A population of humans all carrying their own ideas of what the best is, like secretive chastity belts in a world of horny hedonists.
Having been a visitor to Malaysia for over twenty years, and dizzied myself numerous times with the bounty of amazing food on offer, Nasi Lemak was something I had only eaten out of need, and never gone out of my way to procure, until now. Mind made up, after evenings of fraught study, reading KLfoodie, and a host of other blogs for hints of the best to try, Village Park kept propping up and since I'd never made it to Damansara before, the choice was simple.
Grab shuffled me through the traffic without any major incident, dropped me at the corner, and just as I arrived an outside table was made available, and I took to it like a duck to water. In a few minutes my food arrived along with an ice cold 100 plus.
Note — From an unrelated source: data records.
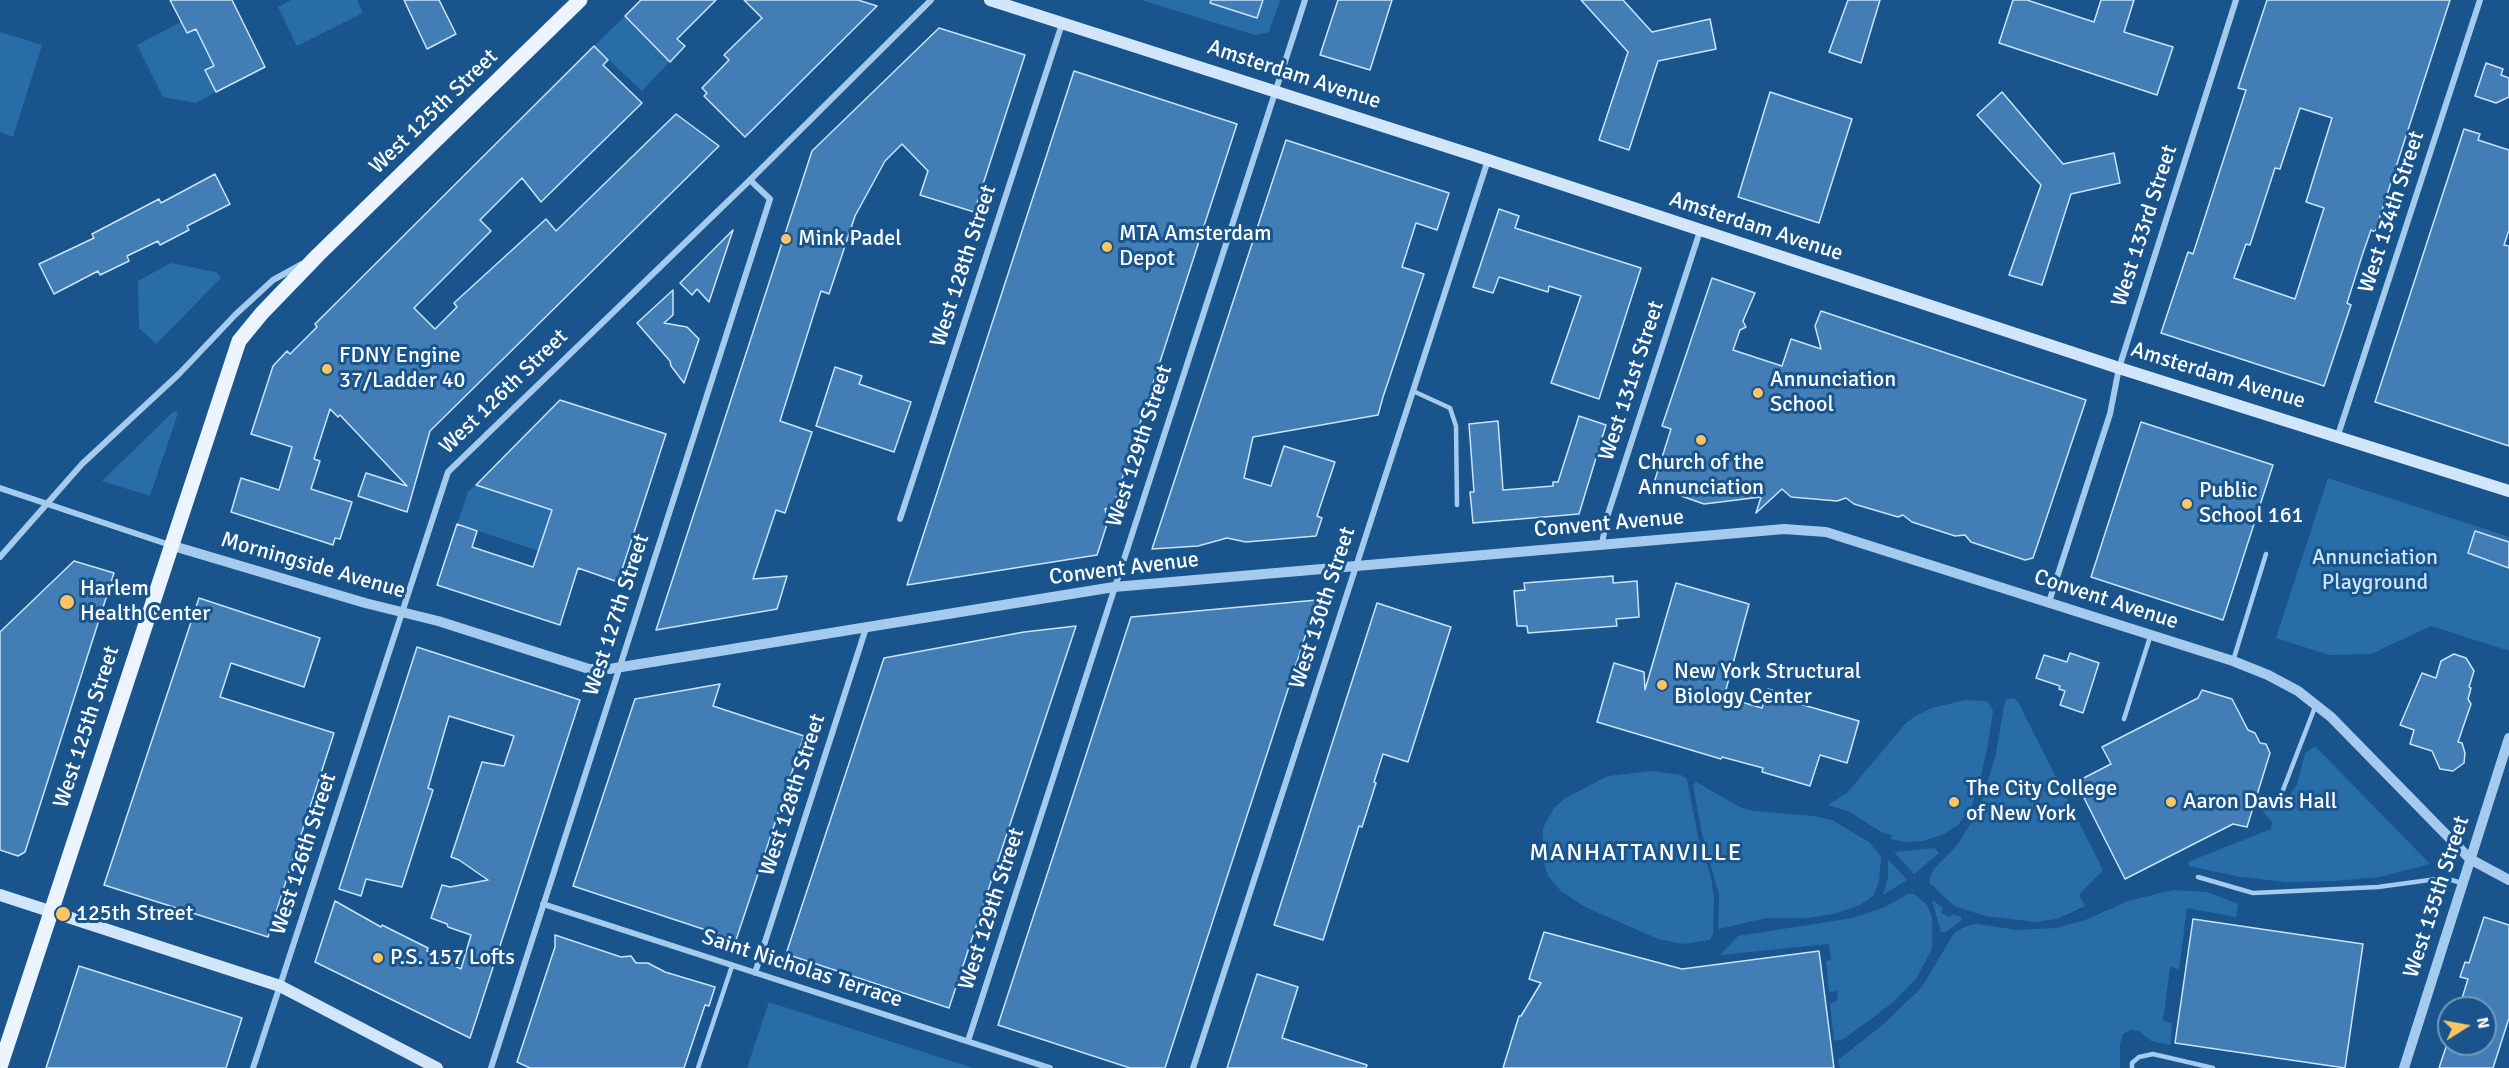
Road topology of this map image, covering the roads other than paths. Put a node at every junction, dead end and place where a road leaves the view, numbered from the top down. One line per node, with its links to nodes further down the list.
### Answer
1 (580, 0): 12 (main road, West 125th Street)
2 (931, 0): 10 (street, West 126th Street)
3 (990, 0): 7 (main road, Amsterdam Avenue)
4 (1305, 0): 8 (street, West 129th Street)
5 (2236, 0): 13 (street, West 133rd Street)
6 (2480, 0): 15 (street, West 134th Street)
7 (1062, 24): 8 (main road, Amsterdam Avenue); 20 (street, West 128th Street)
8 (1275, 90): 9 (main road, Amsterdam Avenue); 26 (street, West 129th Street)
9 (1488, 160): 11 (main road, Amsterdam Avenue); 14 (street, West 130th Street)
10 (750, 180): 28 (street, West 126th Street); 32 (street, West 127th Street)
11 (1700, 231): 13 (main road, Amsterdam Avenue); 21 (street, West 131st Street)
12 (318, 255): 18 (street, West 125th Street); 22 (main road, West 125th Street)
13 (2119, 368): 15 (main road, Amsterdam Avenue); 27 (street, West 133rd Street)
14 (1413, 391): 19 (lane); 25 (street, West 130th Street)
15 (2338, 435): 17 (main road, Amsterdam Avenue)
16 (0, 488): 18 (street, Morningside Avenue)
17 (2509, 491)
18 (48, 504): 22 (street, Morningside Avenue); 24 (street, West 125th Street)
19 (1457, 505)
20 (900, 519)
21 (1602, 543): 25 (street, Convent Avenue); 27 (street, Convent Avenue)
22 (170, 545): 28 (street, Morningside Avenue); 43 (main road, West 125th Street)
23 (2266, 554): 31 (lane)
24 (0, 557)
25 (1356, 566): 26 (street, Convent Avenue); 54 (street, West 130th Street)
26 (1114, 587): 29 (street, Convent Avenue); 47 (street, West 129th Street)
27 (2049, 602): 30 (street, Convent Avenue)
28 (402, 612): 32 (street, Morningside Avenue); 46 (street, West 126th Street)
29 (866, 627): 32 (street, Convent Avenue); 45 (street, West 128th Street)
30 (2151, 634): 31 (street, Convent Avenue); 34 (lane)
31 (2233, 661): 33 (street, Convent Avenue)
32 (618, 668): 42 (street, West 127th Street)
33 (2316, 704): 36 (lane); 37 (street, Convent Avenue)
34 (2124, 718)
35 (2509, 738): 37 (street, West 135th Street)
36 (2283, 790)
37 (2470, 859): 39 (street, Convent Avenue); 40 (street, West 135th Street)
38 (2198, 877): 40 (lane)
39 (2509, 880)
40 (2462, 883): 57 (street, West 135th Street)
41 (0, 895): 43 (main road)
42 (543, 904): 44 (street, Saint Nicholas Terrace); 51 (street, West 127th Street)
43 (50, 912): 46 (main road); 48 (main road, West 125th Street)
44 (732, 966): 45 (street, Saint Nicholas Terrace); 52 (lane)
45 (755, 973): 47 (street, Saint Nicholas Terrace)
46 (280, 986): 49 (street, West 126th Street); 50 (main road)
47 (968, 1041): 53 (street, Saint Nicholas Terrace)
48 (0, 1067)
49 (253, 1068)
50 (437, 1068)
51 (490, 1068)
52 (698, 1068)
53 (1050, 1068)
54 (1193, 1068)
55 (2132, 1068): 56 (lane)
56 (2213, 1068)
57 (2404, 1068)

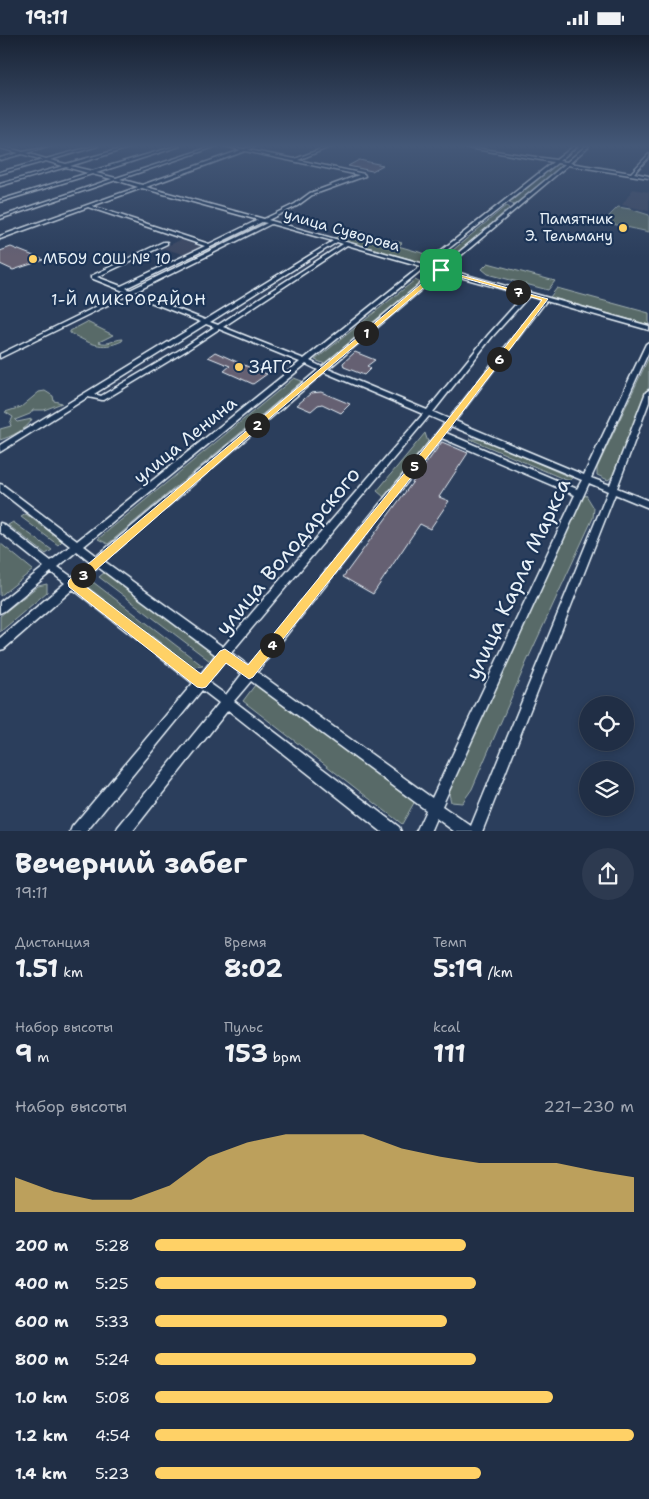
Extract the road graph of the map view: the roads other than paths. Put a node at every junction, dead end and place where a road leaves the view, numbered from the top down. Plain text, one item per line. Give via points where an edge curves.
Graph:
1 (54, 183) edge
2 (102, 183) edge
3 (129, 183) edge
4 (153, 183) edge
5 (341, 183) edge
6 (529, 183) edge
7 (544, 183) edge
8 (142, 187) junction
9 (0, 201) edge
10 (501, 205) junction
11 (88, 206) junction
12 (516, 207) junction
13 (0, 218) edge
14 (263, 221) junction
15 (270, 223) junction
16 (0, 238) edge
17 (336, 241) junction
18 (165, 243) dead end
19 (346, 244) junction
20 (211, 245) junction
21 (220, 249) junction
22 (424, 266) junction
23 (441, 270) junction
24 (122, 288) junction
25 (132, 292) junction
26 (528, 294) junction
27 (545, 299) junction
28 (204, 322) junction
29 (218, 328) junction
30 (649, 329) edge
31 (649, 344) edge
32 (0, 356) edge
33 (305, 362) junction
34 (322, 369) junction
35 (649, 392) edge
36 (87, 395) junction
37 (428, 413) junction
38 (450, 422) junction
39 (441, 434) junction
40 (0, 449) edge
41 (587, 479) junction
42 (0, 487) edge
43 (614, 491) junction
44 (580, 494) junction
45 (649, 505) edge
46 (0, 527) edge
47 (77, 546) junction
48 (98, 562) junction
49 (52, 567) junction
50 (73, 583) junction
51 (0, 608) edge
52 (0, 645) edge
53 (225, 655) junction
54 (249, 673) junction
55 (202, 682) junction
56 (226, 702) junction
57 (434, 808) junction
58 (77, 831) edge
59 (123, 831) edge
60 (394, 831) edge
61 (424, 831) edge
62 (467, 831) edge
63 (475, 831) edge

1 - 9 street
2 - 13 street
3 - 8 street, улица Суворова
4 - 8 street
5 - 14 street via 311,194
6 - 10 street, улица Ленина
7 - 12 street, улица Ленина
8 - 11 street
8 - 14 street, улица Суворова
10 - 12 street
10 - 22 street, улица Ленина
11 - 16 street
11 - 20 street
12 - 23 street, улица Ленина
14 - 15 street, улица Суворова
14 - 20 street
15 - 17 street, улица Суворова
15 - 21 street
17 - 19 street, улица Суворова
17 - 28 street
18 - 24 street via 93,277
19 - 22 street, улица Суворова
19 - 29 street
20 - 21 street
20 - 24 street
21 - 25 street
22 - 23 street, улица Суворова
22 - 33 street, улица Ленина
23 - 26 street, улица Суворова
23 - 34 street, улица Ленина
24 - 25 street
25 - 28 street
25 - 32 street
26 - 27 street, улица Суворова
26 - 37 street, улица Володарского
27 - 30 street, улица Суворова
27 - 38 street
28 - 29 street
28 - 36 street
29 - 33 street
29 - 36 street via 102,398
31 - 41 street, улица Карла Маркса
33 - 34 street
33 - 47 street, улица Ленина
34 - 37 street
34 - 48 street, улица Ленина
35 - 43 street
36 - 40 street
37 - 38 street
37 - 53 street, улица Володарского
38 - 39 street
38 - 41 street
39 - 44 street
39 - 54 street
41 - 43 street
41 - 44 street, улица Карла Маркса
42 - 47 street
43 - 45 street
43 - 63 street
44 - 57 street, улица Карла Маркса
46 - 49 street
47 - 48 street
47 - 49 street, улица Ленина
48 - 50 street, улица Ленина
48 - 53 street
49 - 50 street
49 - 51 street, улица Ленина
50 - 52 street, улица Ленина
50 - 55 street
53 - 54 street
53 - 55 street, улица Володарского
54 - 56 street
54 - 57 street
55 - 56 street
55 - 58 street, улица Володарского
56 - 59 street
56 - 60 street
57 - 61 street, улица Карла Маркса
57 - 62 street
I'll be the first to admit that of all Malaysias culinary bounties, I never have cravings for Nasi Lemak. There is something about the "dryness" of the dish, and the sweetness of the coconut rice (not a big sweet fan), however, if you're going to visit a country repeatedly over two decades, then you are an idiot to not at least try a decent version of their favourite dish.
It was, as expected. Tasty, but not to my taste. I find little joy in a hardboiled egg, sweet rice does nothing to dispell my ennui, sambal is tasty when combined with the excellent crispy chicken, and cucumber serves it's own purpose in the hallways of life's ingredient purgatory, but stuffing all these individual items on one plate seems to lose their own integrities. I know I am fighting a losing battle here, but give me a roti canai, a koey tiao, a laksa anyday over Nasi Lemak.
For what it's worth, the version served at Village Park is definitely the best of the few smatterings I have had over the years, accidentally. The fried chicken was a triumphant moment, and I would rush back just to order a crispy plate of that.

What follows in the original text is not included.